Ismael: Wenn wir aus den noch verbleibenden vier Spielen sechs Punkte holen würden, wäre das klasse. Aber wir haben bereits 22 Punkte und liegen damit im Soll, was das Saisonziel von 40 Punkten angeht.

bundesliga.de: Kurz noch ein Blick auf den Rest der Liga: Wie beurteilen Sie die Leistung von Borussia Dortmund?

Ismael: Das ist schon beeindruckend, was die momentan abliefern. Sie sind schnell, schalten gut um, laufen viel und arbeiten gut gegen den Ball. Außerdem setzen sie das 4-2-3-1-System sehr gut um. Das passt gut zur Mannschaft. Nach ihrer Siegesserie kommt natürlich auch das Selbstbewusstsein zu tragen. Wenn du so viele Spiele am Stück gewonnen hast, dann ist es einfacher, Rückstände zu drehen und Spiele zu gewinnen. So zum Beispiel gegen Hoffenheim, als sie den Ausgleich in der letzten Minute erzielt haben. Oder das Spiel in Freiburg, das sie nach frühem Rückstand noch gedreht haben. Das zeigt, dass Dortmund mental sehr stark ist.

bundesliga.de: Könnte man sagen: So spielt der Deutsche Meister?

Ismael: Der Sieben-Punkte-Vorsprung auf den 2. Platz ist schon ein komfortables Polster. Es wird aber darauf ankommen, wie die Mannschaft in der Rückrunde agiert. Jeder wird gegen sie besonders motiviert sein. Darauf muss sie sich einstellen. Stand heute kann Borussia Dortmund sich nur selbst schlagen.

bundesliga.de: Also hat Ihrer Meinung nach auch der FC Bayern keine Chance mehr?

Ismael: Platz 1 ist im Moment sehr, sehr weit weg. Ich denke, für die Bayern wird es darum gehen, in der Champions League so weit wie möglich zu kommen. Zu diesem Zeitpunkt sind 14 Punkte Rückstand in der Liga immens. Wenn es ihnen gelingen sollte, bis zur Winterpause zu verkürzen, dann wird es noch mal interessant.
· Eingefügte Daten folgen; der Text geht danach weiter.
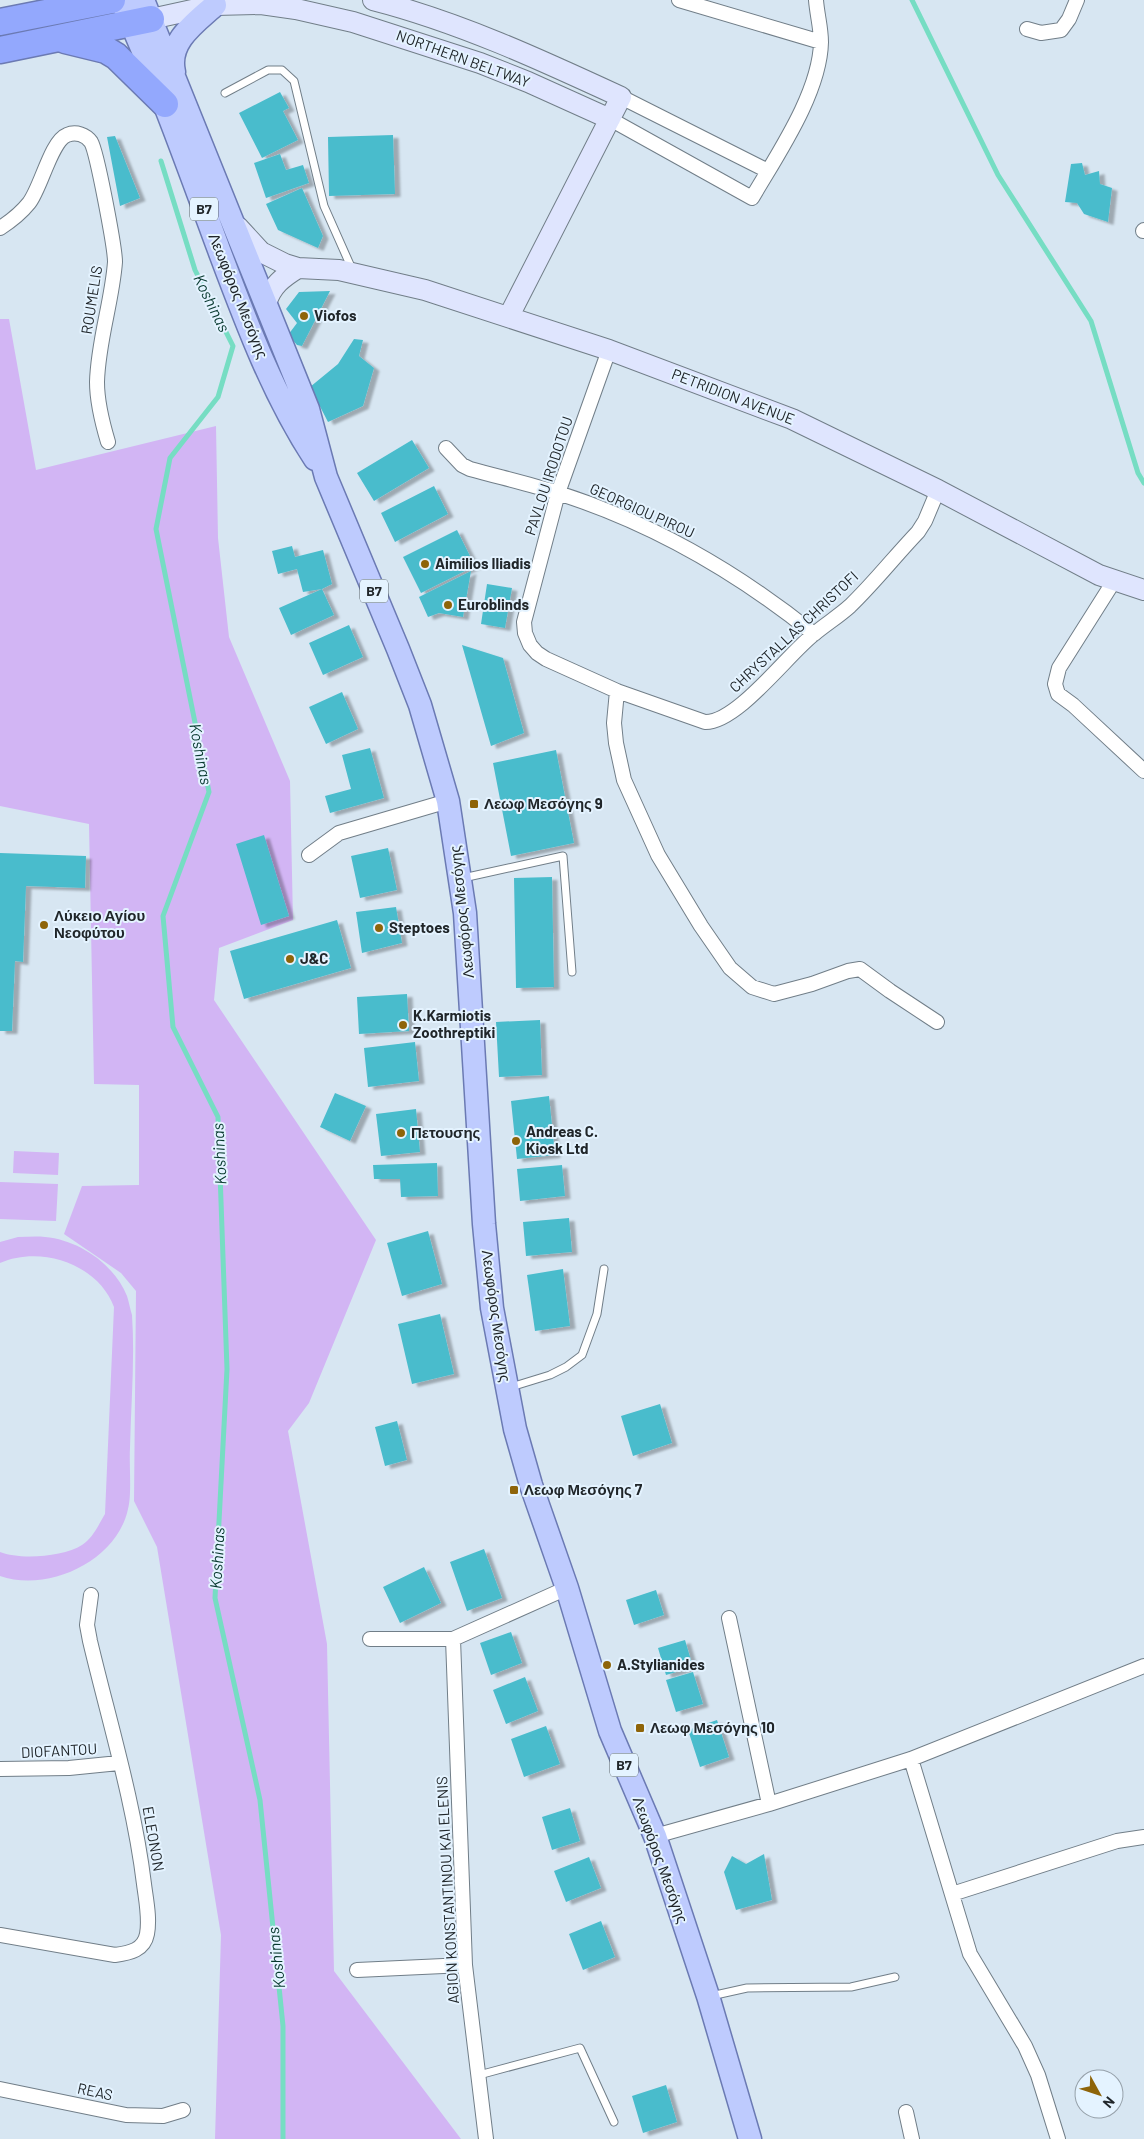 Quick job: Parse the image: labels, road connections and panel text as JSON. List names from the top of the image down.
{
  "streets": {
    "main road": ["B7", "Λεωφόρος Μεσόγης"],
    "street": [
      "NORTHERN BELTWAY",
      "ROUMELIS",
      "PETRIDION AVENUE",
      "PAVLOU IRODOTOU",
      "GEORGIOU PIROU",
      "CHRYSTALLAS CHRISTOFI",
      "DIOFANTOU",
      "ELEONON",
      "AGION KONSTANTINOU KAI ELENIS",
      "REAS"
    ]
  },
  "crossings": [
    ["NORTHERN BELTWAY", "B7"],
    ["NORTHERN BELTWAY", "Λεωφόρος Μεσόγης"],
    ["B7", "Λεωφόρος Μεσόγης"],
    ["Λεωφόρος Μεσόγης", "PETRIDION AVENUE"],
    ["PETRIDION AVENUE", "PAVLOU IRODOTOU"],
    ["PETRIDION AVENUE", "CHRYSTALLAS CHRISTOFI"],
    ["PAVLOU IRODOTOU", "GEORGIOU PIROU"],
    ["PAVLOU IRODOTOU", "CHRYSTALLAS CHRISTOFI"],
    ["GEORGIOU PIROU", "CHRYSTALLAS CHRISTOFI"],
    ["DIOFANTOU", "ELEONON"]
  ],
  "water": ["Koshinas"],
  "places": {
    "other": [
      "Viofos",
      "Aimilios Iliadis",
      "Euroblinds",
      "Λύκειο Αγίου Νεοφύτου",
      "Steptoes",
      "J&C",
      "K.Karmiotis Zoothreptiki",
      "Πετουσης",
      "Andreas C. Kiosk Ltd",
      "A.Stylianides"
    ],
    "transit": ["Λεωφ Μεσόγης 9", "Λεωφ Μεσόγης 7", "Λεωφ Μεσόγης 10"]
  },
  "north": "bottom right"
} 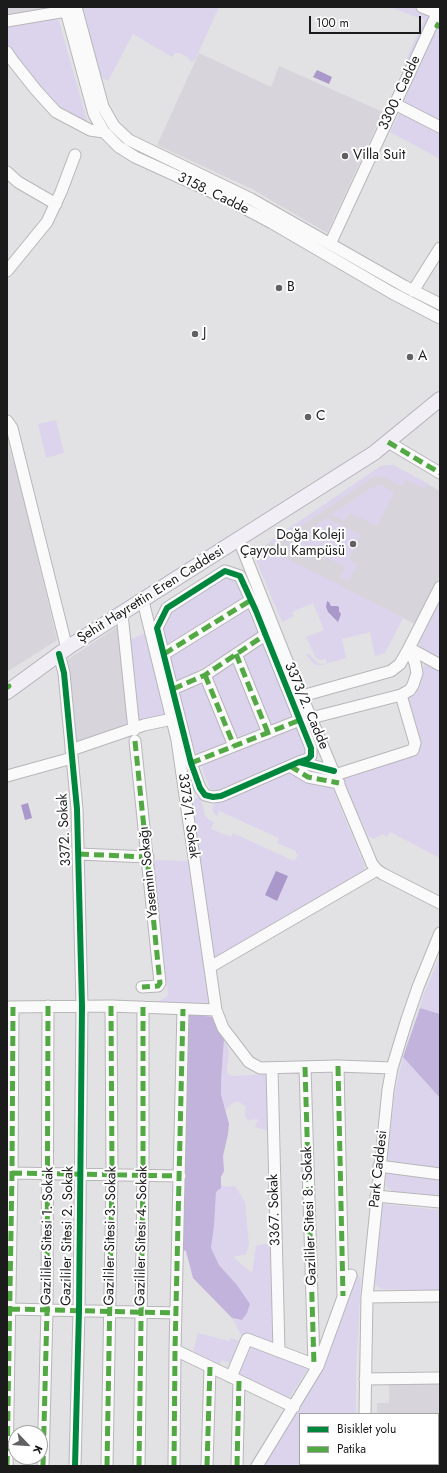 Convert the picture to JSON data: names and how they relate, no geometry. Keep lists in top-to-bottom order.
{
  "streets": {
    "main road": ["Şehit Hayrettin Eren Caddesi"],
    "street": [
      "3300. Cadde",
      "3158. Cadde",
      "3373/2. Cadde",
      "3373/1. Sokak",
      "3372. Sokak",
      "Yasemin Sokağı",
      "Park Caddesi",
      "3367. Sokak",
      "Gazililer Sitesi 8. Sokak",
      "Gazililer Sitesi 1. Sokak",
      "Gazililer Sitesi 2. Sokak",
      "Gazililer Sitesi 3. Sokak",
      "Gazililer Sitesi 4. Sokak"
    ]
  },
  "crossings": [
    ["3300. Cadde", "3158. Cadde"],
    ["Şehit Hayrettin Eren Caddesi", "3373/2. Cadde"],
    ["Şehit Hayrettin Eren Caddesi", "3373/1. Sokak"],
    ["Şehit Hayrettin Eren Caddesi", "3372. Sokak"],
    ["3373/1. Sokak", "Park Caddesi"],
    ["3373/1. Sokak", "3367. Sokak"],
    ["3373/1. Sokak", "Gazililer Sitesi 8. Sokak"],
    ["3372. Sokak", "Gazililer Sitesi 2. Sokak"]
  ],
  "places": [
    "Villa Suit",
    "B",
    "J",
    "A",
    "C",
    "Doğa Koleji Çayyolu Kampüsü"
  ],
  "legend": ["Bisiklet yolu", "Patika"],
  "scale_bar": "100 m",
  "north": "bottom right"
}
Sollte es jedoch dabei bleiben, wird es sehr schwierig werden.

bundesliga.de: Neben den Bayern steckt auch Bremen derzeit in der Krise. Wie sehen Sie die Situation bei Werder?

Ismael: Normalerweise kennt man Werder Bremen als spielfreudige Mannschaft, die lockeren und leichten Fußball spielt. Das ist derzeit nicht der Fall. Es hat den Anschein, als stimme es innerhalb der Mannschaft nicht, als gäbe es ein mentales Problem. Doch um das zu beurteilen, bin ich nicht nah genug am Team. An der Qualität des Kaders kann es jedenfalls nicht liegen.

bundesliga.de: In der vergangenen Saison steckte Werder ja schon einmal in der Krise, legte dann aber eine unglaubliche Siegesserie hin und schaffte die Champions-League-Qualifikation. Trauen sie dem Team so etwas noch einmal zu?

Ismael: Als Ex-Bremer würde ich mir natürlich wünschen, dass die Mannschaft sich wieder fängt und da unten raus kommt. Aber dafür braucht Bremen Siege. Nur Siege helfen in einer solchen Situation.